Time, time, time, see what’s become of me


Face front, True Believers. Who can doubt that this is indeed the Marvel Age of Movies? The comic book publisher that effectively launched their long climb to multi-media dominance over fifty years ago with the release of Fantastic Four #1 has now issued enough big screen adventures featuring its characters that the most effective way to measure them is against on another, as if filling a long box in an order determined by quality rather than the alphabet or chronology (or both, natch). Sticking with the tributaries that flow in and out of Joss Whedon’s Avengers film the clear victor thus far, perhaps improbably, is Captain America.

The hero that actually predates the mighty Marvel machine by two decades was reintroduced into more modern chronology in the pages of The Avengers. Captain America was always something of a square, carrying old-fashioned values in a comics universe that was defined by post-war moody psychology. Interestingly enough, that’s the very quality that makes him work better in movies than most of his superheroic brethren, especially in director Joe Johnston’s spin with the character, in large part because he was mostly settled in the nineteen-forties setting, giving the film a liveliness that could be lacking in the other films. Though Cap, played with aplomb by Chris Evans, has now been transplanted into a modern-day setting, that sense of fun endures, although dreaded darkness is encroaching, with it the threat that the film series will flounder in the dark like so many others.

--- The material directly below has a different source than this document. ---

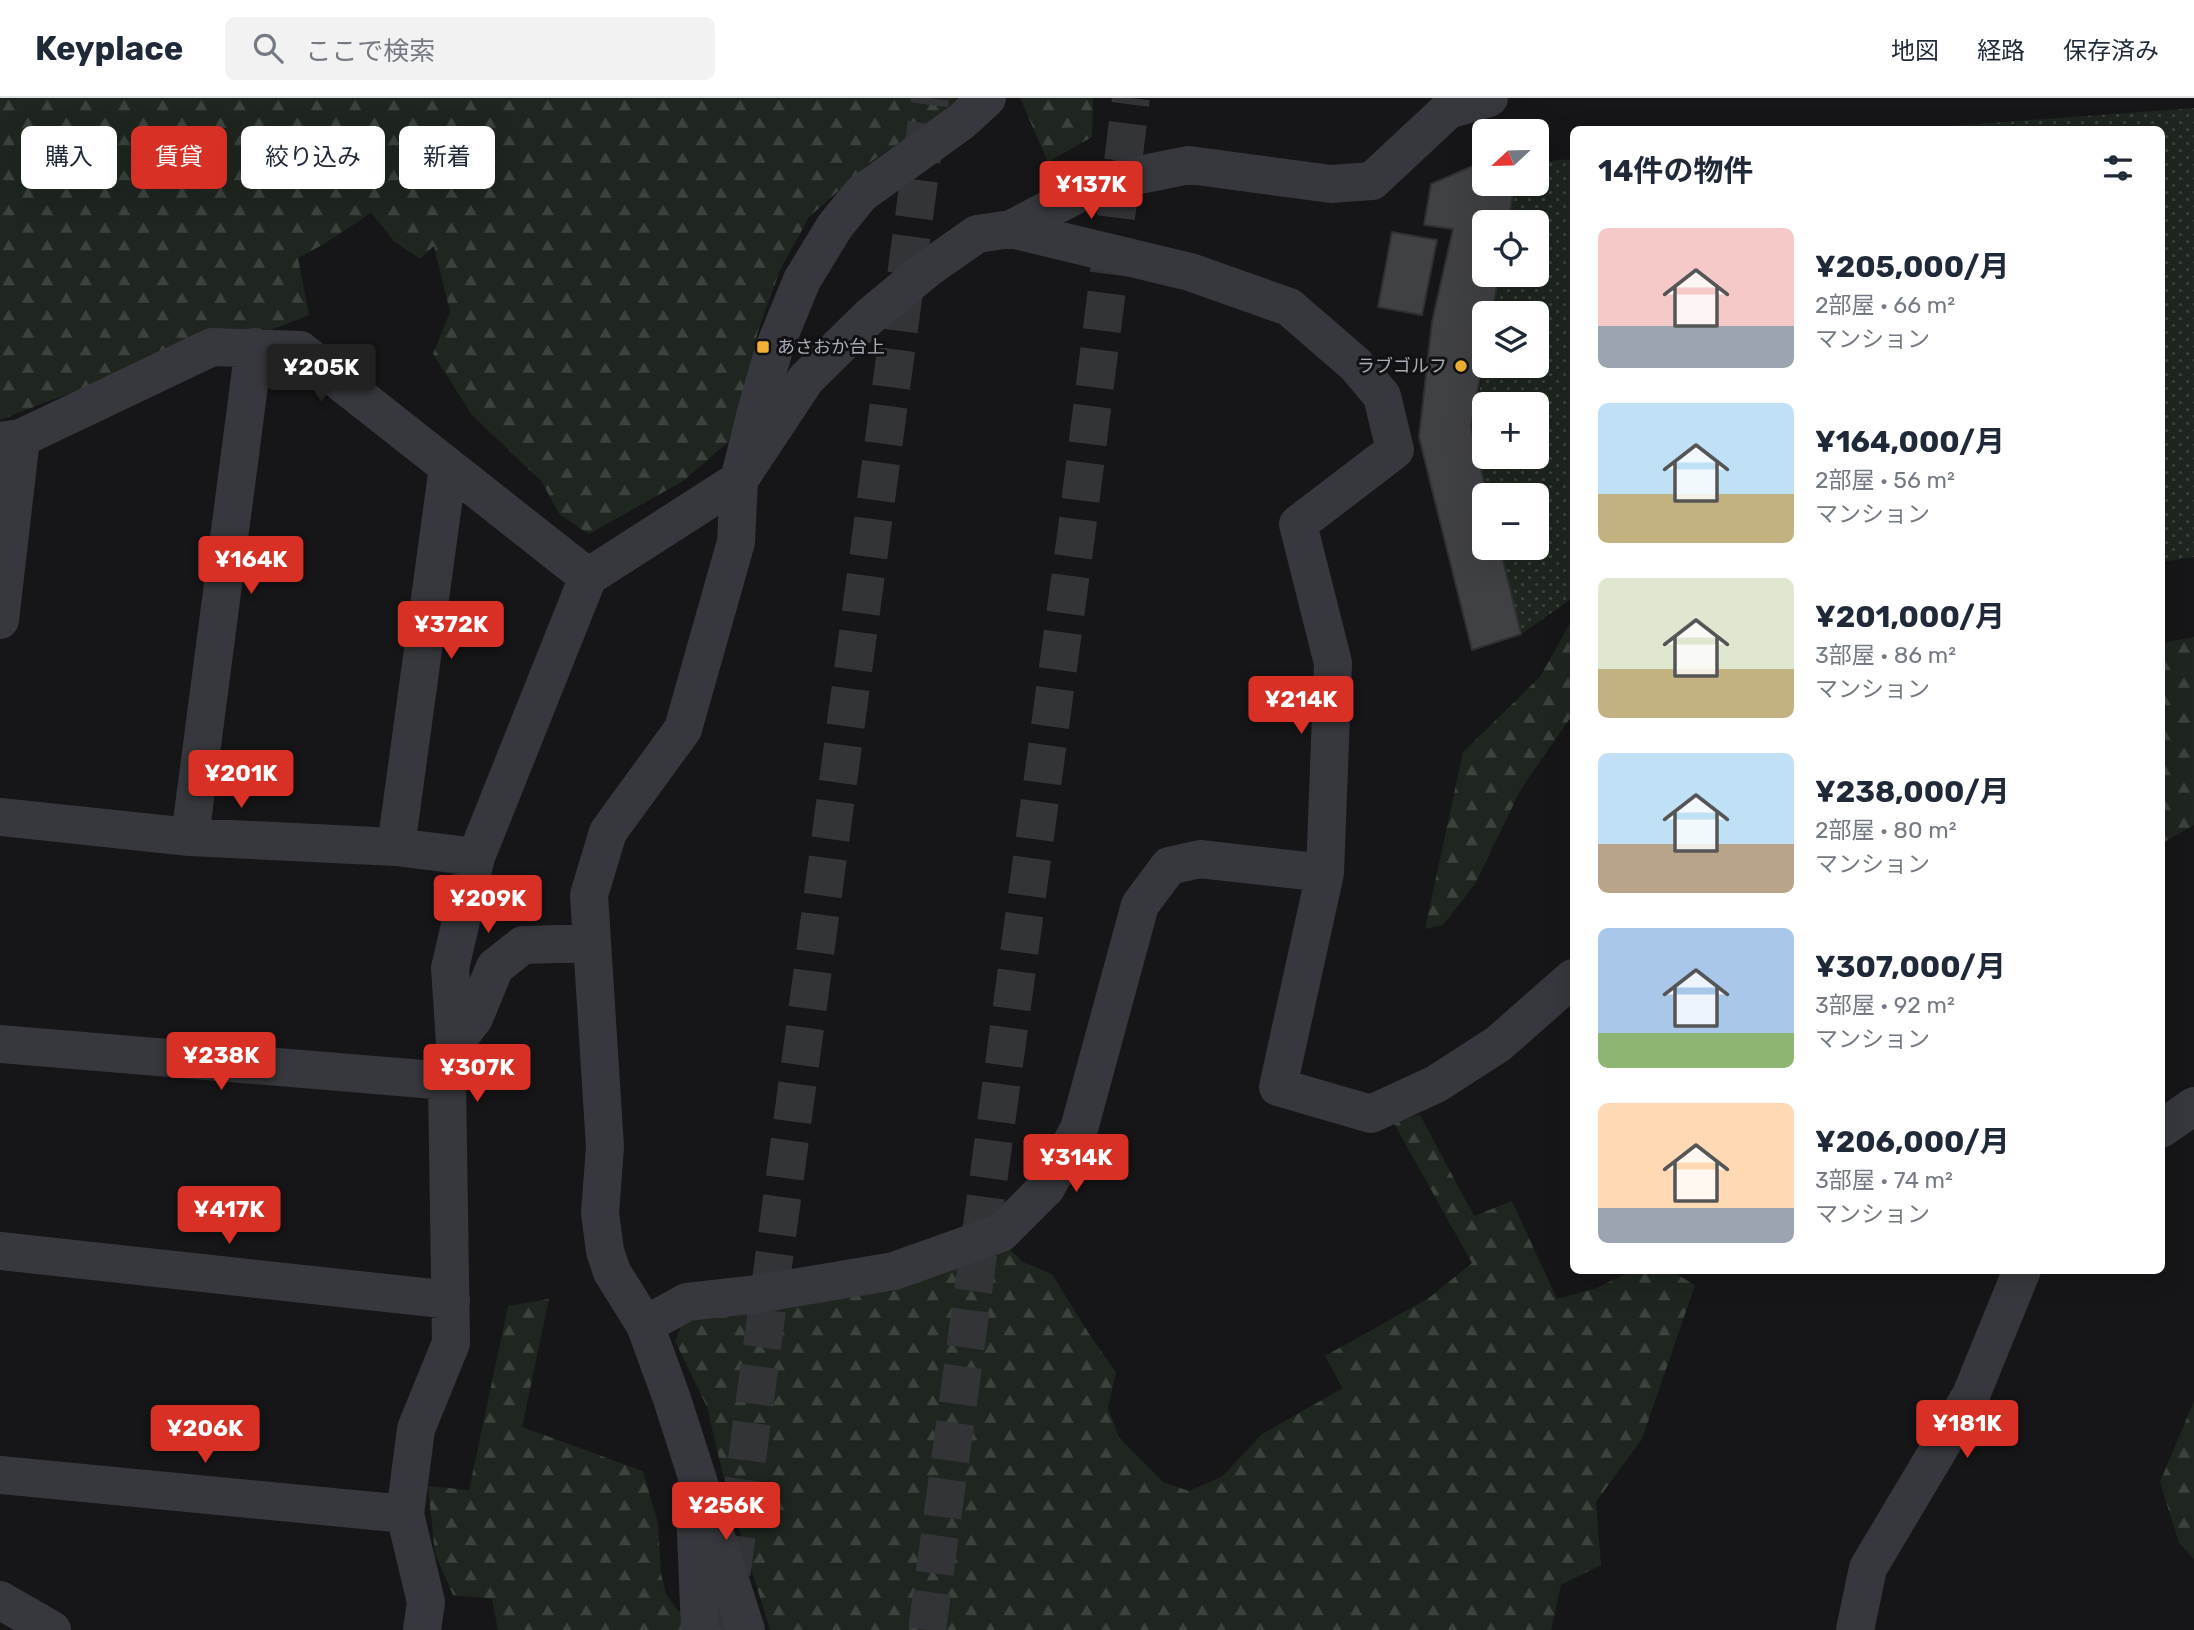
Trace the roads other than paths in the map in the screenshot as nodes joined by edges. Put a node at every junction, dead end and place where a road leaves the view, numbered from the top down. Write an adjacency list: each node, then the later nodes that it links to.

Brothers Anthony and Joe Russo are the directors of Captain America: The Winter Soldier, presiding over the story of Captain America’s work with S.H.I.E.L.D. In a story that hits parallels to NSA malfeasance a touch too directly the star-spangled Avenger is raising concerns that the preventative efforts of the security agency are becoming a bit too intrusive on the freedoms and liberty of U.S. citizens. Even as he balks at what he sees–raising the ire of both Nick Fury (Samuel L. Jackson) and World Security Council member Alexander Pierce (a largely disinterested Robert Redford)–Cap is also worried about rumblings that his old Nazi adversaries HYDRA are mounting some sort of offensive. That all theses threats are desperately entangled merely makes it the stuff of comic adventure.

As with other sequels, Marvel has made The Winter Soldier bigger without necessarily getting better. Captain American has allies in Sam Wilson, a.k.a. the Falcon (Anthony Mackie) and Natasha Romanoff, code name Black Widow (Scarlett Johansson, technically taking the character in the third separate franchise, continuing to improve each time out), all of them swooping through the mounting mayhem with wavering clarity of purpose. The big bangs are exciting enough in a rudimentary way, but the film is at its best in the smaller, funkier moments, such a gum-snapping reveal by Black Widow or the winning kookiness of Toby Jones’s “appearance” as Arnim Zola. These and other quieter, wittier scenes represent playfulness trumping spectacle, something the films benefit from immensely, which is why the sly, funny Whedon’s exercise of drawing all the chips together remains better than any other movie from this particular Marvel movement (meaning Sam Raimi’s second Spider-Man bests them all). In particular, the plot thread that actually provides the film its subtitle plays out with unearned heavy drama. The exploits of Captain America remain more fun that what’s found in the cinematic exploits of his teammates, but The Winter Soldier offers ominous indications that even here the clamorous noise will start to drown out the sense of fun and adventure.